CCN case profile #2: Rural-urban mix
CCN case profile #2: Rural-urban mix
The Cancer Consortium of El Paso (TX) Inc. serves women dispersed over huge geographic distances in 12 rural counties. This underserved population is largely Hispanic. Many are migrant workers who have never been in the formal health care system. The consortium, founded in 1989, targets cervical and breast cancer. As an advocacy and fiscal agency, it pulls together disparate providers and funding sources. Before the consortium was formed, area residents went to medical school clinics or health departments for screening. Then, due to the vagaries of governmental funding, they would wait six weeks to six months for cancer treatment.
Pat Graham-Casey, the consortium’s executive director, began her work by building partnerships with private sector providers and hospitals. Since, eventually, the patients would end up there for nonreimbursed treatment, she reasoned that the organizations could benefit from an initiative to deliver care at the earliest stage possible.
On visits with providers, Graham-Casey asked what they expected of the consortium. "They told us that while breast and cervical cancer screening were important, screening was actually causing problems if people couldn’t get timely follow-up care. The physicians who screened and diagnosed cancer patients were potentially liable because they had no means of doing the follow up," she explains. From that point forward, the Cancer Consortium’s role was clear.
"Flexible funding" is the way Graham-Casey describes the fiscal quilt that covers the area’s indigent women. Sources include the federal and local governments, private foundations, and community fundraising events. Funds are administered and coordinated by the consortium.
The bulk of reimbursement dollars go for services instead of reporting and record keeping for the funding sources. Unlike pre-consortium days, private sector providers receive at least some payment for care. And of course, early-stage treatment represents a better value for health dollars than late-stage treatment. For patients, this means a higher survival rate and less invasive therapy:
• Five years ago, breast and cervical cancer screenings consistently turned up Stage 3 and 4 cancers.
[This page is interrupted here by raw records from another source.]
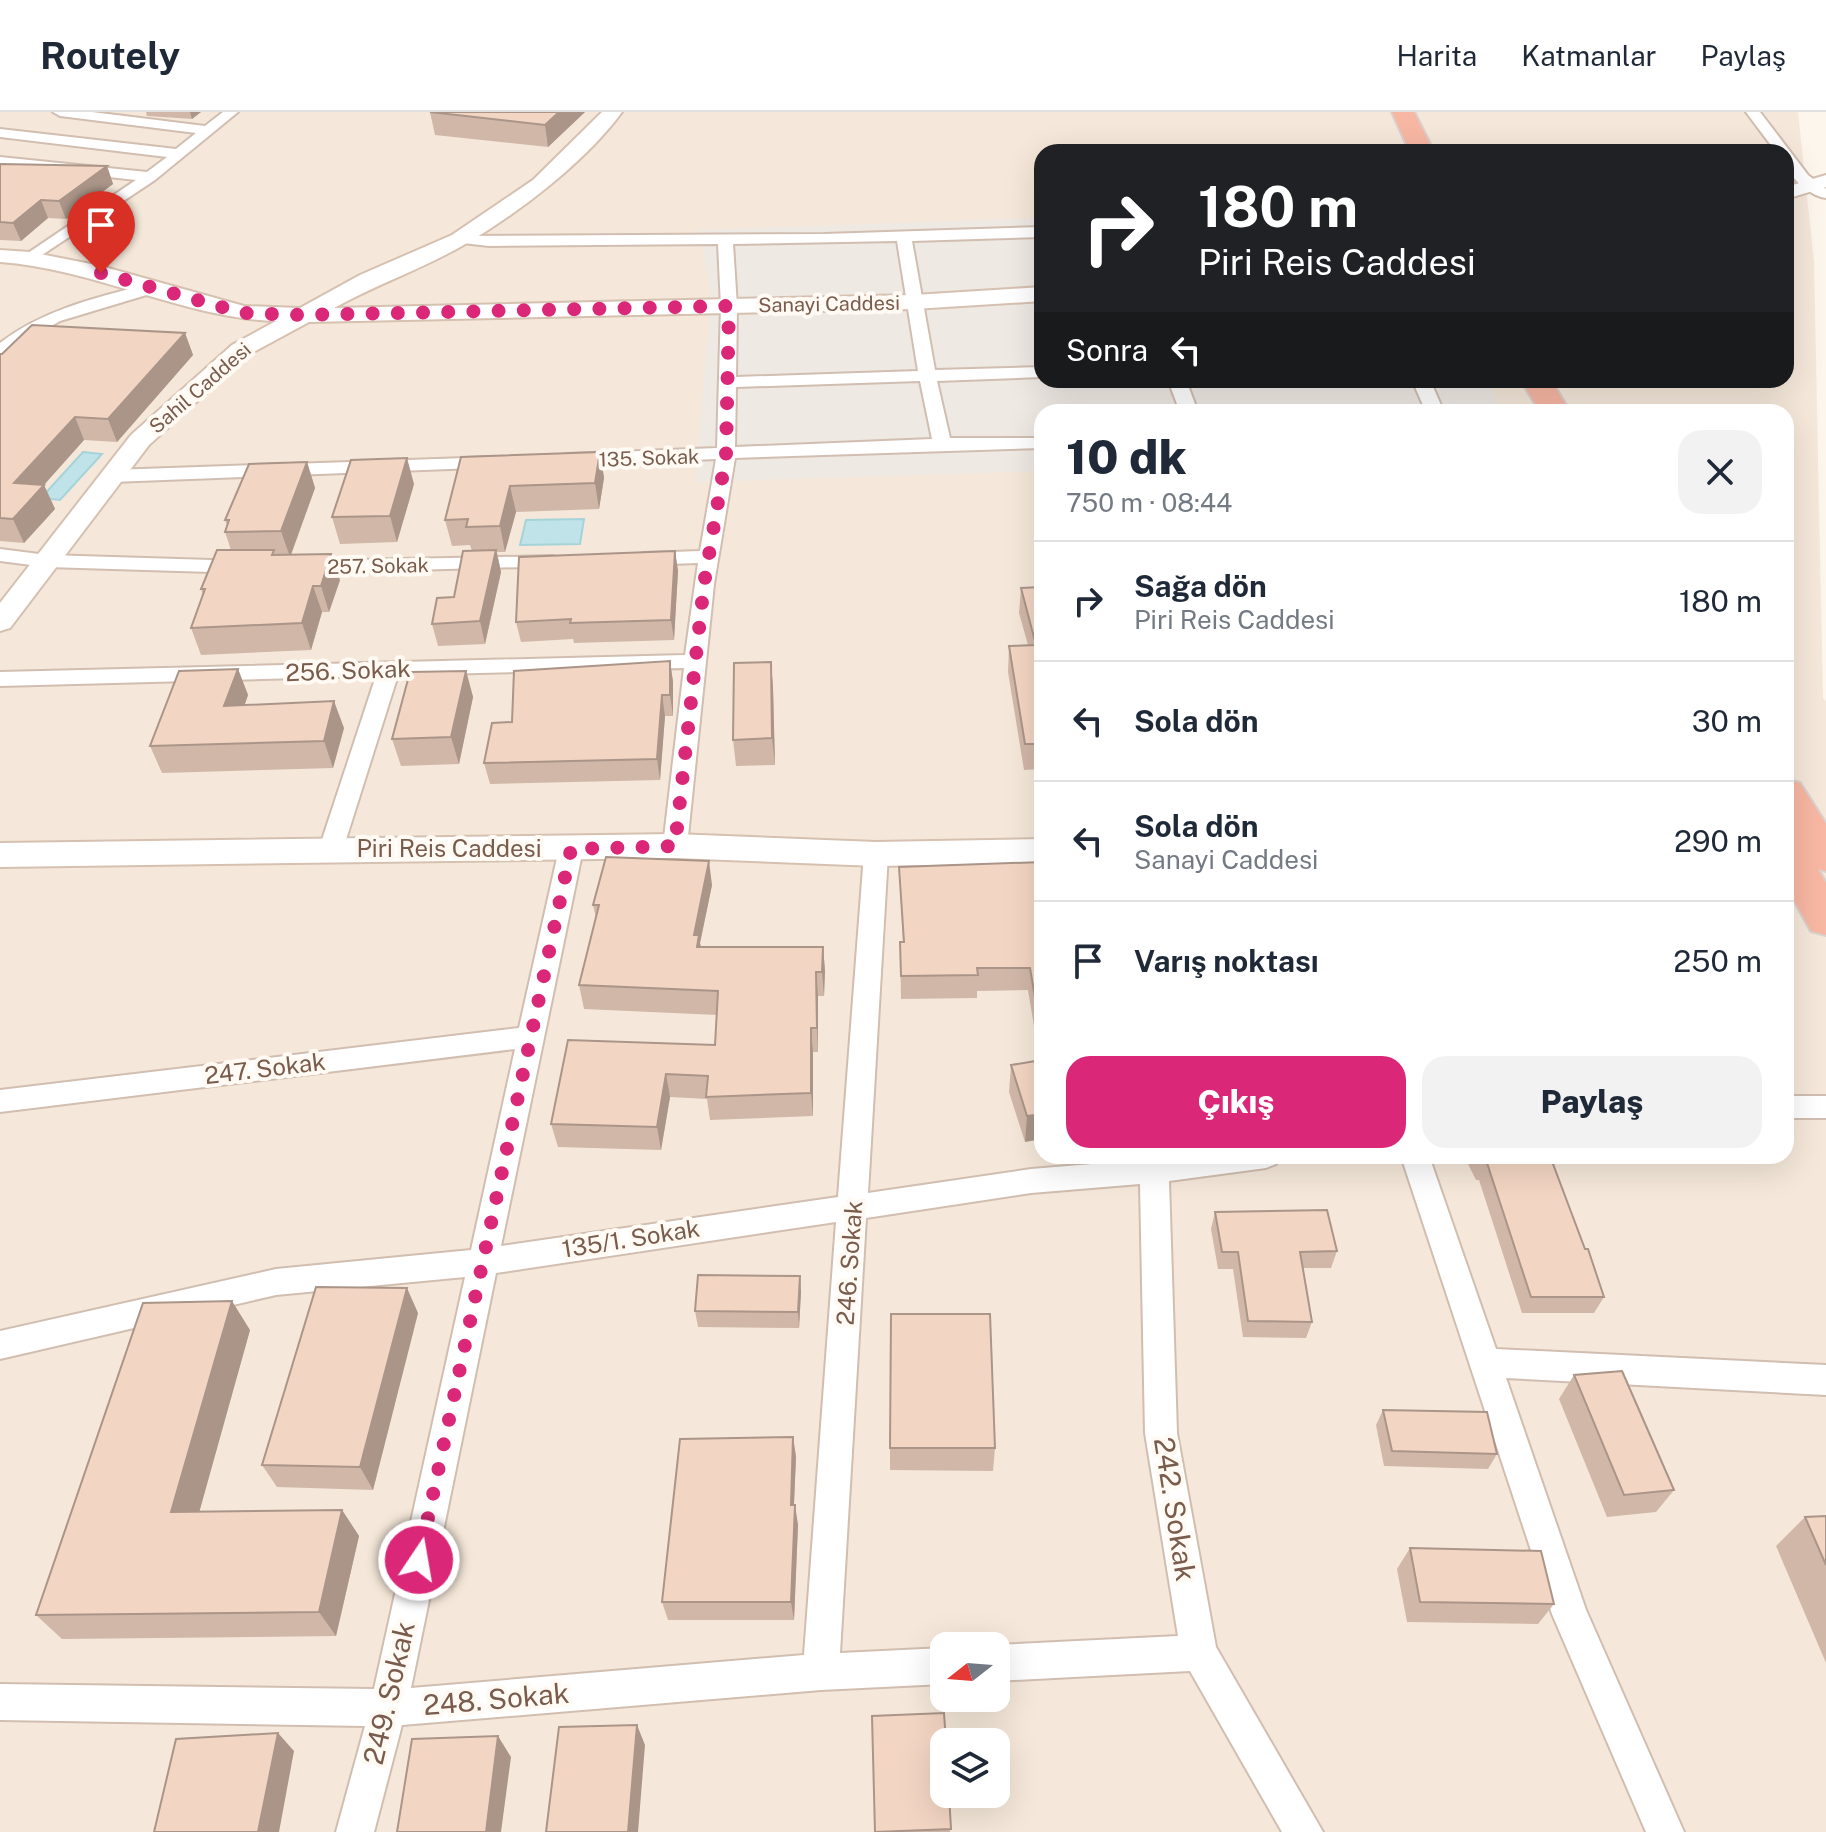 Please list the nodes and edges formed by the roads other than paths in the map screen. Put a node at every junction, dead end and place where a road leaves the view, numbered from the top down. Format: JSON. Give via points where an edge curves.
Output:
{"nodes":[{"id":1,"x":60,"y":112,"type":"edge"},
{"id":2,"x":231,"y":112,"type":"edge"},
{"id":3,"x":613,"y":112,"type":"edge"},
{"id":4,"x":1378,"y":112,"type":"edge"},
{"id":5,"x":1403,"y":112,"type":"edge"},
{"id":6,"x":1753,"y":112,"type":"edge"},
{"id":7,"x":210,"y":131,"type":"junction"},
{"id":8,"x":0,"y":133,"type":"edge"},
{"id":9,"x":1390,"y":139,"type":"dead end"},
{"id":10,"x":1418,"y":144,"type":"edge"},
{"id":11,"x":1777,"y":144,"type":"edge"},
{"id":12,"x":180,"y":154,"type":"junction"},
{"id":13,"x":0,"y":161,"type":"edge"},
{"id":14,"x":1794,"y":162,"type":"edge"},
{"id":15,"x":150,"y":177,"type":"junction"},
{"id":16,"x":1822,"y":188,"type":"edge"},
{"id":17,"x":1794,"y":192,"type":"edge"},
{"id":18,"x":1794,"y":201,"type":"edge"},
{"id":19,"x":1034,"y":232,"type":"edge"},
{"id":20,"x":904,"y":236,"type":"junction"},
{"id":21,"x":725,"y":238,"type":"junction"},
{"id":22,"x":459,"y":239,"type":"junction"},
{"id":23,"x":0,"y":256,"type":"edge"},
{"id":24,"x":30,"y":258,"type":"junction"},
{"id":25,"x":157,"y":287,"type":"junction"},
{"id":26,"x":1034,"y":294,"type":"edge"},
{"id":27,"x":914,"y":302,"type":"junction"},
{"id":28,"x":729,"y":306,"type":"junction"},
{"id":29,"x":302,"y":315,"type":"junction"},
{"id":30,"x":0,"y":351,"type":"edge"},
{"id":31,"x":1034,"y":372,"type":"edge"},
{"id":32,"x":927,"y":374,"type":"junction"},
{"id":33,"x":728,"y":382,"type":"junction"},
{"id":34,"x":1034,"y":443,"type":"edge"},
{"id":35,"x":942,"y":444,"type":"junction"},
{"id":36,"x":726,"y":455,"type":"junction"},
{"id":37,"x":545,"y":461,"type":"edge"},
{"id":38,"x":515,"y":462,"type":"edge"},
{"id":39,"x":112,"y":476,"type":"junction"},
{"id":40,"x":0,"y":555,"type":"edge"},
{"id":41,"x":710,"y":557,"type":"junction"},
{"id":42,"x":617,"y":560,"type":"edge"},
{"id":43,"x":47,"y":561,"type":"junction"},
{"id":44,"x":570,"y":561,"type":"edge"},
{"id":45,"x":257,"y":567,"type":"edge"},
{"id":46,"x":288,"y":567,"type":"edge"},
{"id":47,"x":0,"y":622,"type":"edge"},
{"id":48,"x":696,"y":661,"type":"junction"},
{"id":49,"x":389,"y":670,"type":"junction"},
{"id":50,"x":0,"y":679,"type":"edge"},
{"id":51,"x":1794,"y":805,"type":"edge"},
{"id":52,"x":675,"y":846,"type":"junction"},
{"id":53,"x":331,"y":849,"type":"junction"},
{"id":54,"x":571,"y":849,"type":"junction"},
{"id":55,"x":1034,"y":851,"type":"edge"},
{"id":56,"x":876,"y":854,"type":"junction"},
{"id":57,"x":0,"y":855,"type":"edge"},
{"id":58,"x":1826,"y":857,"type":"edge"},
{"id":59,"x":1794,"y":863,"type":"edge"},
{"id":60,"x":1826,"y":920,"type":"edge"},
{"id":61,"x":530,"y":1037,"type":"junction"},
{"id":62,"x":0,"y":1101,"type":"edge"},
{"id":63,"x":1794,"y":1107,"type":"edge"},
{"id":64,"x":1826,"y":1107,"type":"edge"},
{"id":65,"x":1155,"y":1164,"type":"edge"},
{"id":66,"x":1418,"y":1164,"type":"edge"},
{"id":67,"x":854,"y":1205,"type":"junction"},
{"id":68,"x":482,"y":1262,"type":"junction"},
{"id":69,"x":0,"y":1345,"type":"edge"},
{"id":70,"x":1485,"y":1363,"type":"junction"},
{"id":71,"x":1826,"y":1380,"type":"edge"},
{"id":72,"x":1199,"y":1653,"type":"junction"},
{"id":73,"x":1010,"y":1662,"type":"edge"},
{"id":74,"x":930,"y":1667,"type":"edge"},
{"id":75,"x":821,"y":1672,"type":"junction"},
{"id":76,"x":0,"y":1702,"type":"edge"},
{"id":77,"x":388,"y":1708,"type":"junction"},
{"id":78,"x":355,"y":1832,"type":"edge"},
{"id":79,"x":1304,"y":1832,"type":"edge"},
{"id":80,"x":1665,"y":1832,"type":"edge"}],
"edges":[{"from":1,"to":7,"type":"street"},
{"from":2,"to":7,"type":"street"},
{"from":3,"to":22,"type":"street","name":"Sahil Caddesi","via":[[540,184]]},
{"from":4,"to":9,"type":"highway"},
{"from":5,"to":10,"type":"highway"},
{"from":6,"to":11,"type":"street"},
{"from":7,"to":12,"type":"street"},
{"from":8,"to":12,"type":"street"},
{"from":12,"to":15,"type":"street"},
{"from":13,"to":15,"type":"street"},
{"from":14,"to":16,"type":"street"},
{"from":15,"to":24,"type":"street"},
{"from":16,"to":17,"type":"street"},
{"from":16,"to":18,"type":"street"},
{"from":19,"to":20,"type":"street"},
{"from":20,"to":21,"type":"street"},
{"from":20,"to":27,"type":"street"},
{"from":21,"to":22,"type":"street"},
{"from":21,"to":28,"type":"street"},
{"from":22,"to":29,"type":"street","name":"Sahil Caddesi"},
{"from":23,"to":24,"type":"street","name":"Sanayi Caddesi"},
{"from":24,"to":25,"type":"street","name":"Sanayi Caddesi"},
{"from":25,"to":29,"type":"street","name":"Sanayi Caddesi","via":[[243,313]]},
{"from":25,"to":30,"type":"street","via":[[80,308],[41,324]]},
{"from":26,"to":27,"type":"street","name":"Sanayi Caddesi"},
{"from":27,"to":28,"type":"street","name":"Sanayi Caddesi"},
{"from":27,"to":32,"type":"street"},
{"from":28,"to":29,"type":"street","name":"Sanayi Caddesi"},
{"from":28,"to":33,"type":"street"},
{"from":29,"to":39,"type":"street","name":"Sahil Caddesi","via":[[240,350],[140,440]]},
{"from":31,"to":32,"type":"street"},
{"from":32,"to":33,"type":"street"},
{"from":32,"to":35,"type":"street"},
{"from":33,"to":36,"type":"street"},
{"from":34,"to":35,"type":"street","name":"135. Sokak"},
{"from":35,"to":36,"type":"street","name":"135. Sokak"},
{"from":36,"to":37,"type":"street","name":"135. Sokak"},
{"from":36,"to":41,"type":"street"},
{"from":38,"to":39,"type":"street"},
{"from":39,"to":43,"type":"street","name":"Sahil Caddesi"},
{"from":40,"to":43,"type":"street"},
{"from":41,"to":42,"type":"street"},
{"from":41,"to":48,"type":"street"},
{"from":43,"to":45,"type":"street"},
{"from":43,"to":47,"type":"street","name":"Sahil Caddesi"},
{"from":44,"to":46,"type":"street","name":"257. Sokak"},
{"from":48,"to":49,"type":"street","name":"256. Sokak"},
{"from":48,"to":52,"type":"street"},
{"from":49,"to":50,"type":"street","name":"256. Sokak"},
{"from":49,"to":53,"type":"street"},
{"from":51,"to":58,"type":"highway"},
{"from":52,"to":54,"type":"street","name":"Piri Reis Caddesi"},
{"from":52,"to":56,"type":"street","name":"Piri Reis Caddesi"},
{"from":53,"to":54,"type":"street","name":"Piri Reis Caddesi"},
{"from":53,"to":57,"type":"street","name":"Piri Reis Caddesi"},
{"from":54,"to":61,"type":"street","name":"249. Sokak"},
{"from":55,"to":56,"type":"street","name":"Piri Reis Caddesi"},
{"from":56,"to":67,"type":"street","name":"246. Sokak"},
{"from":59,"to":60,"type":"highway"},
{"from":61,"to":62,"type":"street","name":"247. Sokak"},
{"from":61,"to":68,"type":"street","name":"249. Sokak"},
{"from":63,"to":64,"type":"street"},
{"from":65,"to":67,"type":"street","name":"135/1. Sokak"},
{"from":65,"to":72,"type":"street","name":"242. Sokak","via":[[1161,1433]]},
{"from":66,"to":70,"type":"street"},
{"from":67,"to":68,"type":"street","name":"135/1. Sokak"},
{"from":67,"to":75,"type":"street","name":"246. Sokak"},
{"from":68,"to":69,"type":"street","name":"135/1. Sokak","via":[[276,1282]]},
{"from":68,"to":77,"type":"street","name":"249. Sokak"},
{"from":70,"to":71,"type":"street"},
{"from":70,"to":80,"type":"street","via":[[1570,1614]]},
{"from":72,"to":73,"type":"street"},
{"from":72,"to":79,"type":"street","name":"242. Sokak"},
{"from":74,"to":75,"type":"street","name":"248. Sokak"},
{"from":75,"to":77,"type":"street","name":"248. Sokak"},
{"from":76,"to":77,"type":"street","name":"248. Sokak"},
{"from":77,"to":78,"type":"street","name":"249. Sokak"}]}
• Today, the overall average is Stage 1 and 2.
• Today, all cervical cancers are diagnosed at Stage 1 and 2.
The consortium tailors a reimbursement package for each recipient depending on her circumstances. "Patients are assured their care is covered even if their insurance runs out," Graham-Casey observes. Compliance is high because the consortium trains community residents as outreach workers to help women navigate the medical system. "It gives us better access to the community because the workers are friends of the patients."
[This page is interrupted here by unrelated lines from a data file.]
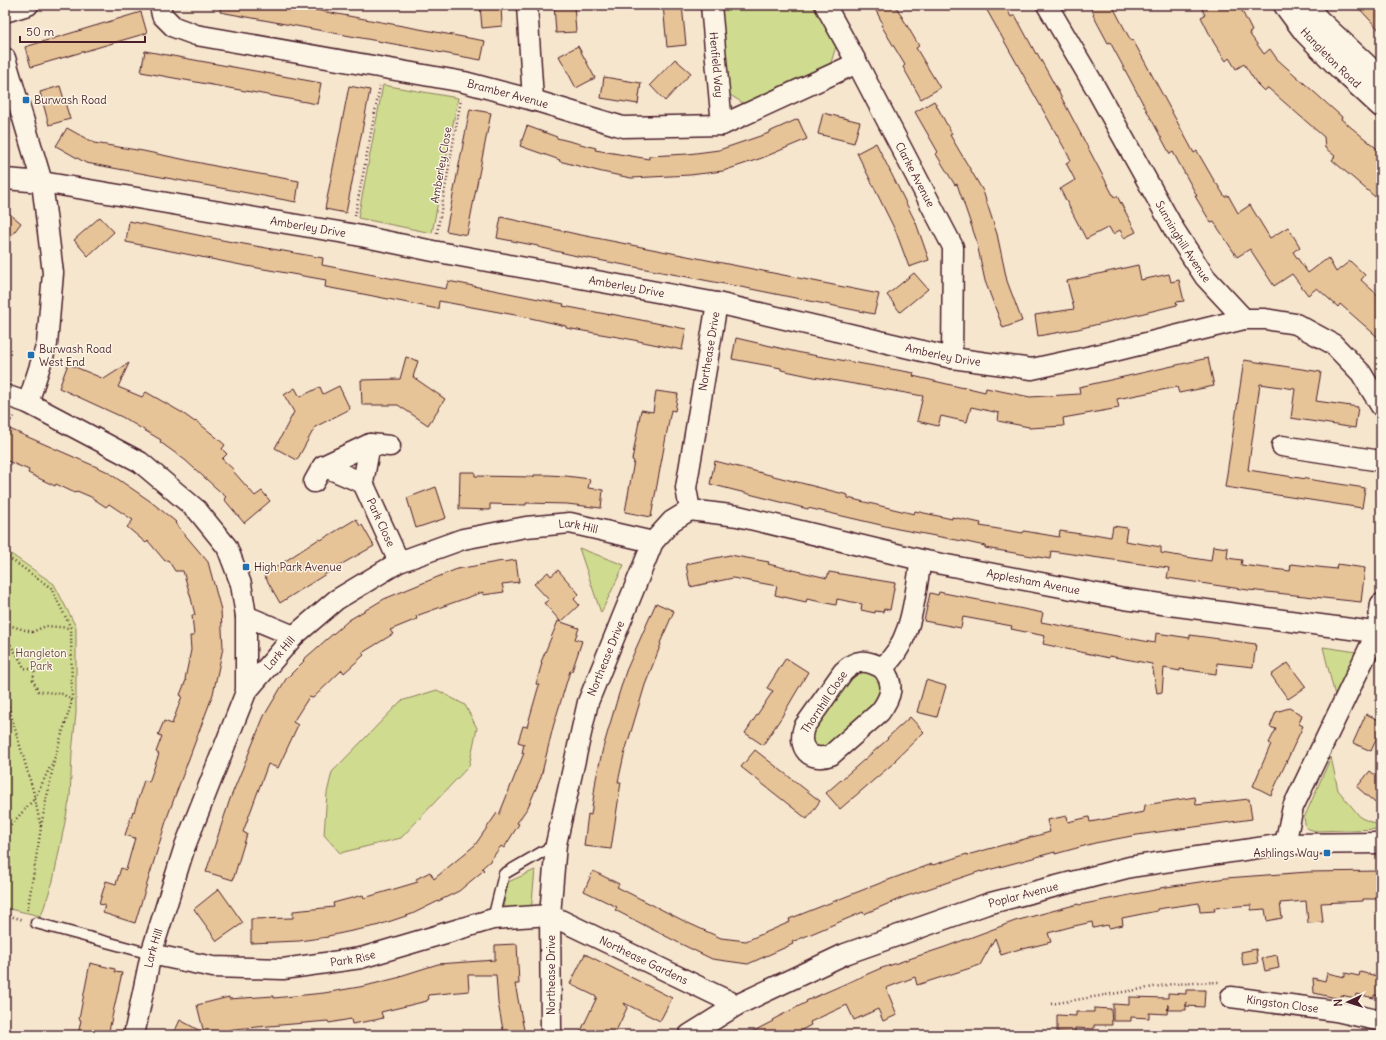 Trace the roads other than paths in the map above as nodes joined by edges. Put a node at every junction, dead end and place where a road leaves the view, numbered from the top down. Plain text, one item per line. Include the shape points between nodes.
1 (28, 5) edge
2 (160, 5) edge
3 (527, 5) edge
4 (711, 5) edge
5 (825, 5) edge
6 (1048, 5) edge
7 (1285, 5) edge
8 (1307, 5) edge
9 (5, 12) edge
10 (5, 58) edge
11 (857, 63) junction
12 (1381, 79) edge
13 (533, 100) junction
14 (1381, 106) edge
15 (722, 126) junction
16 (5, 179) edge
17 (42, 182) junction
18 (717, 303) junction
19 (1244, 319) junction
20 (952, 358) junction
21 (5, 395) edge
22 (28, 403) junction
23 (1381, 406) edge
24 (370, 444) junction
25 (390, 446) dead end
26 (1282, 446) dead end
27 (1381, 461) edge
28 (363, 483) junction
29 (690, 510) junction
30 (653, 542) junction
31 (921, 560) junction
32 (399, 562) junction
33 (1381, 604) edge
34 (246, 616) junction
35 (1379, 633) edge
36 (294, 636) junction
37 (882, 668) junction
38 (246, 692) junction
39 (1381, 843) edge
40 (556, 844) junction
41 (1285, 844) junction
42 (550, 915) junction
43 (493, 918) junction
44 (31, 921) road end
45 (151, 954) junction
46 (1231, 997) road end
47 (737, 1005) junction
48 (1381, 1021) edge
49 (134, 1035) edge
50 (552, 1035) edge
51 (689, 1035) edge

1 - 9 street
2 - 13 street, Bramber Avenue via 162,15 174,27 196,35 464,82
3 - 13 street
4 - 15 street, Henfield Way
5 - 11 street, Clarke Avenue
6 - 19 street, Sunninghill Avenue via 1174,231 1205,277
7 - 14 main road, Hangleton Road via 1305,32
8 - 12 main road, Hangleton Road via 1317,20
10 - 17 street
11 - 15 street, Bramber Avenue
11 - 20 street, Clarke Avenue via 953,247
13 - 15 street, Bramber Avenue via 623,127
16 - 17 street, Amberley Drive
17 - 18 street, Amberley Drive via 351,234
17 - 22 street via 53,274 47,344
18 - 20 street, Amberley Drive
18 - 29 street, Northease Drive via 686,488
19 - 20 street, Amberley Drive via 1032,369
19 - 23 street via 1265,318 1296,324 1333,344 1361,374
21 - 22 street
22 - 34 street via 140,462 197,510 227,547 241,584
24 - 25 street
24 - 28 street
24 - 28 street via 318,474
26 - 27 street
28 - 32 street, Park Close
29 - 30 street, Northease Drive via 672,521
29 - 31 street, Applesham Avenue via 738,516
30 - 32 street, Lark Hill via 570,523 526,527 463,539
30 - 40 street, Northease Drive via 588,702
31 - 35 street, Applesham Avenue via 1124,599
31 - 37 street via 906,633 895,655
32 - 36 street, Lark Hill via 336,600
33 - 35 street
34 - 36 street
34 - 38 street
35 - 41 street via 1293,807
36 - 38 street, Lark Hill
37 - 37 street, Thornhill Close via 888,678 890,690 889,698 880,712 831,755 818,757 808,752 802,742 804,728 843,672 849,666 863,662 871,662
38 - 45 street, Lark Hill via 185,846
39 - 41 street, Poplar Avenue
40 - 42 street, Northease Drive
40 - 43 lane via 504,874
41 - 47 street, Poplar Avenue via 1130,867 987,904 845,954
42 - 43 street, Park Rise
42 - 47 street, Northease Gardens
42 - 50 street, Northease Drive
43 - 45 street, Park Rise via 361,958 283,969 213,967
44 - 45 lane
45 - 49 street, Lark Hill
46 - 48 street, Kingston Close via 1336,1011
47 - 51 street, Poplar Avenue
The outreach workers come prepared with inside knowledge of the social structure, as well as credibility among their peers. Their stipends are lower than the salaries social workers would require, so they help stretch resources. The high rates of early diagnosis, follow-up, and treatment are partially due to their work:
• Cervical cancer, 1992 through July 2000
— Cervical cancer screenings: around 18,000
— Treatment not needed following suspicious Pap smear: 277 cases
— Treatment initiated or completed: 171 cases
— Treatment refused: five cases
— Lost to follow-up: four cases
— Pending: two cases
• Breast cancer, 1992 through July 2000
— Breast cancer screenings: around 12,400
— Treatment initiated or completed: 99 cases
— Treatment refused, lost to follow-up or pending: no cases
The Cancer Consortium parlayed a $40,000 grant into $300,000 from various sources and distributed the funds to 13 clinics, five rural hospital systems, and a few private physician practices. This means that patients now can receive care from 22 sites instead of one. The best news is that the consortium’s financing covers screening as well as treatment.
One question that invariably arises with grant-funded programs is how long they will last. In this case, funding is in its 10th consecutive year. That track record, as well as the consortium’s policy of weaving together diverse revenue sources, offers about as much security as can be expected in this period of uncertain health care financing.